Dans l'espoir de trouver l'inspiration pour une bonne histoire horrifique, Fred, un écrivain débutant, loue un chalet au fond des bois. Par hasard, il découvre que sa voisine n'est autre que Fanny Addie, la plus célèbre romancière en la matière du moment, venue elle aussi pour écrire en solitaire dans la forêt ! Une nuit, un orage coupe le courant dans les alentours et Fred accueille Fanny sous son toit, tous deux se mettent alors à se livrer à un concours d'histoires horrifiques pour s'effrayer mutuellement au coin du feu...
Audacieux est sans doute le qualificatif qui correspond le mieux à cet exercice de style très original à laquelle nous convie son auteur multi-tâches Josh Ruben (comme son personnage de Fred... mais en hyper-talentueux) pour son premier long-métrage ! Dans le huis-clos de cette cabane dans les bois pendant 1h40, "Scare Me" se résume en effet d'abord au caractère rudimentaire de son titre : observer et écouter deux personnages passionnés d'horreur se raconter des histoires dans le seul but de se faire peur.
Le parti pris sera probablement assez rebutant pour une partie du public, déçue de ne pas voir s'incarner à l'image ses récits autrement que par la mise en scène directe que choisissent d'en faire ses héros l'un pour l'autre, mais ceux qui y succomberont ne pourront que saluer sa superbe mise en abîme narrative mêlant le socle théâtral improvisé par ses protagonistes à une très habile maîtrise d'outils cinématographiques pour en décupler la puissance à l'écran.
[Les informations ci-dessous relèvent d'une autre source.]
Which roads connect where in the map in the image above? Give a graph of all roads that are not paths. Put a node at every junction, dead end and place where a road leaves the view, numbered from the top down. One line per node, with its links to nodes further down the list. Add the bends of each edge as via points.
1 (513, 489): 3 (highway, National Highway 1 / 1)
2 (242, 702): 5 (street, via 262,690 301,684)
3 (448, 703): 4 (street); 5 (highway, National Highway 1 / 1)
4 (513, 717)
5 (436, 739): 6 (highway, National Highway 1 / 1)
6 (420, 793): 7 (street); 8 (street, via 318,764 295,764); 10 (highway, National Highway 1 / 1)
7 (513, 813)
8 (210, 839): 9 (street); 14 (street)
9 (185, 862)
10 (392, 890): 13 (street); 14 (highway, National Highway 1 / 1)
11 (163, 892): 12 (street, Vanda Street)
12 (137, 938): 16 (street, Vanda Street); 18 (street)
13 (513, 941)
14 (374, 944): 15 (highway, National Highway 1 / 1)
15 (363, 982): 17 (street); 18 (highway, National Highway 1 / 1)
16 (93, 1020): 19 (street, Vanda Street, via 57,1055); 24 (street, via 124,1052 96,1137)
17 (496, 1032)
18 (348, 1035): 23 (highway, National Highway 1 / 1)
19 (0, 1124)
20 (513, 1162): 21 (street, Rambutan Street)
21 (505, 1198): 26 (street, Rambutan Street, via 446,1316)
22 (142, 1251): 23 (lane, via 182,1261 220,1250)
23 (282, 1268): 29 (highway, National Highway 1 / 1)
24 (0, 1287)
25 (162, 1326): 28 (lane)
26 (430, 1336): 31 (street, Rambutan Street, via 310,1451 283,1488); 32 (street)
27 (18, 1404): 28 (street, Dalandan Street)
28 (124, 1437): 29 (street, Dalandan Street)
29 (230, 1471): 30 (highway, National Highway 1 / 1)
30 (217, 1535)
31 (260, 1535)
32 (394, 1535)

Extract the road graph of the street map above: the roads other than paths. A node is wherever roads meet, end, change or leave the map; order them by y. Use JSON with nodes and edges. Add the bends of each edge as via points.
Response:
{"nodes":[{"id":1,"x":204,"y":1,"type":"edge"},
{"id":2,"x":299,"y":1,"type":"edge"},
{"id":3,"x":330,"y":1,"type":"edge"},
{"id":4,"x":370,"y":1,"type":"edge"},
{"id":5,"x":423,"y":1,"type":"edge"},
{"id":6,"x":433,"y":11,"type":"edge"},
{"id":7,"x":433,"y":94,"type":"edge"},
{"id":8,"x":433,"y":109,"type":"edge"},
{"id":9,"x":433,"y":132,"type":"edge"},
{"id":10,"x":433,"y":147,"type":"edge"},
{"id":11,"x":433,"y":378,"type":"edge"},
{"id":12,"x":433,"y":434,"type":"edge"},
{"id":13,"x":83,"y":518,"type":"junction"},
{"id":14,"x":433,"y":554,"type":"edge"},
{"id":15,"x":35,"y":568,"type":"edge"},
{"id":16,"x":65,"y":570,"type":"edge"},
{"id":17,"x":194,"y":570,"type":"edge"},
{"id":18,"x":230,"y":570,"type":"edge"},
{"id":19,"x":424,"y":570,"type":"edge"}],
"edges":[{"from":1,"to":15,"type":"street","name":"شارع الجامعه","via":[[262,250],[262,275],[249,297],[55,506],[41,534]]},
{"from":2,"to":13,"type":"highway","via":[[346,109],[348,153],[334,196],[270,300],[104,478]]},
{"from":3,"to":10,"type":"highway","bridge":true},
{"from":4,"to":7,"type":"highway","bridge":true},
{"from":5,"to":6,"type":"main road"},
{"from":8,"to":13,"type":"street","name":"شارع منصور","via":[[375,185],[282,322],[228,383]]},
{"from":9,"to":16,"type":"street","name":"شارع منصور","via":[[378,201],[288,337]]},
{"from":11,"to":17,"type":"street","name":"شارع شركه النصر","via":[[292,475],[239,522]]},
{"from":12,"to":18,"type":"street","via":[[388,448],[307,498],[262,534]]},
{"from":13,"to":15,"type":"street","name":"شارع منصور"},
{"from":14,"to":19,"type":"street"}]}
Que cela soit en matérialisant certains éléments issus de l'imagination des personnages dans les décors, en s'amusant à faire mine de pouvoir potentiellement franchir le quatrième mur à tout instant ou encore en considérant le montage comme un acteur à part entière du talent des conteurs du film, les astuces de réalisation de "Scare Me" font tout pour nous impliquer, avec brio, dans cette espèce de compétition narrative que se livrent les protagonistes et dans le rapport de forces qui s'insinue entre eux pour jauger leurs talents d'auteurs respectifs.
D'ailleurs, ce sont bien les joutes verbales entre Fred et Fanny, l'équivalent d'un David contre Goliath en termes de virtuosité dans leur domaine, qui sont le moteur de l'approche singulière du film. Par exemple, le premier duel d'histoires les opposant va servir à mettre en avant les faiblesses de Fred face à la domination écrasante de Fanny, capable de capter à elle seule notre attention complète par son inventivité là où ce pauvre Fred se contente simplement de recycler des poncifs de films ayant fait leurs preuves par le passé. Saluons au passage la prestation absolument géniale d'Aya Cash -de son tempo comique irrésistible à ses imitations glauques- que Josh Ruben (plus passif mais tout aussi bon) laisse intelligemment sur le devant de la scène en adéquation avec la personnalité de son rôle. Cette première passe d'armes entre les deux écrivains va définir les bases d'une logique relationnelle qui ne va jamais s'arrêter d'évoluer, en déteignant sur le pouvoir d'attraction de plus en en plus désinhibé de leurs récits mais aussi en créant de nouvelles dynamiques où chacun sera amené à être considéré autrement dans le regard de l'autre (et à réaliser la manière dont l'autre le considère). Les hauts et les bas passionnants de ce lien fluctant selon un large spectre de perceptions individuelles aboutiront sur un dénouement certes plus attendu mais forcément efficace dans sa logique méta de couvrir tous les tenants et aboutissants autour de la force d'une histoire et de persuasion de son auteur.
La seule grosse limite de "Scare Me" est peut-être de ne pas être aussi marquant que souhaité sur la teneur horrifique de ses récits, là encore celle-ci est surtout sublimée à chaque fois par les différents chemins narratifs choisis pour nous les rapporter. Néanmoins, même s'il utilise le terrain de l'horreur par son postulat et ses nombreuses/généreuses références afin d'effrayer principalement ses héros, le film est avant tout une satire très noire, jubilatoire et finalement très humaine sur une rivalité d'auteurs que Josh Ruben n'a de cesse d'amplifier en représentant la force (ou la faiblesse) de leurs mots à l'image. Dans tous les cas, c'est bien ce dernier qui sort grand victorieux de "Scare Me" et on a déjà hâte de voir ce conteur atypique s'atteler à un nouveau projet... qui sera d'ailleurs un film de loup-garou, Fred aurait apprécié l'ironie.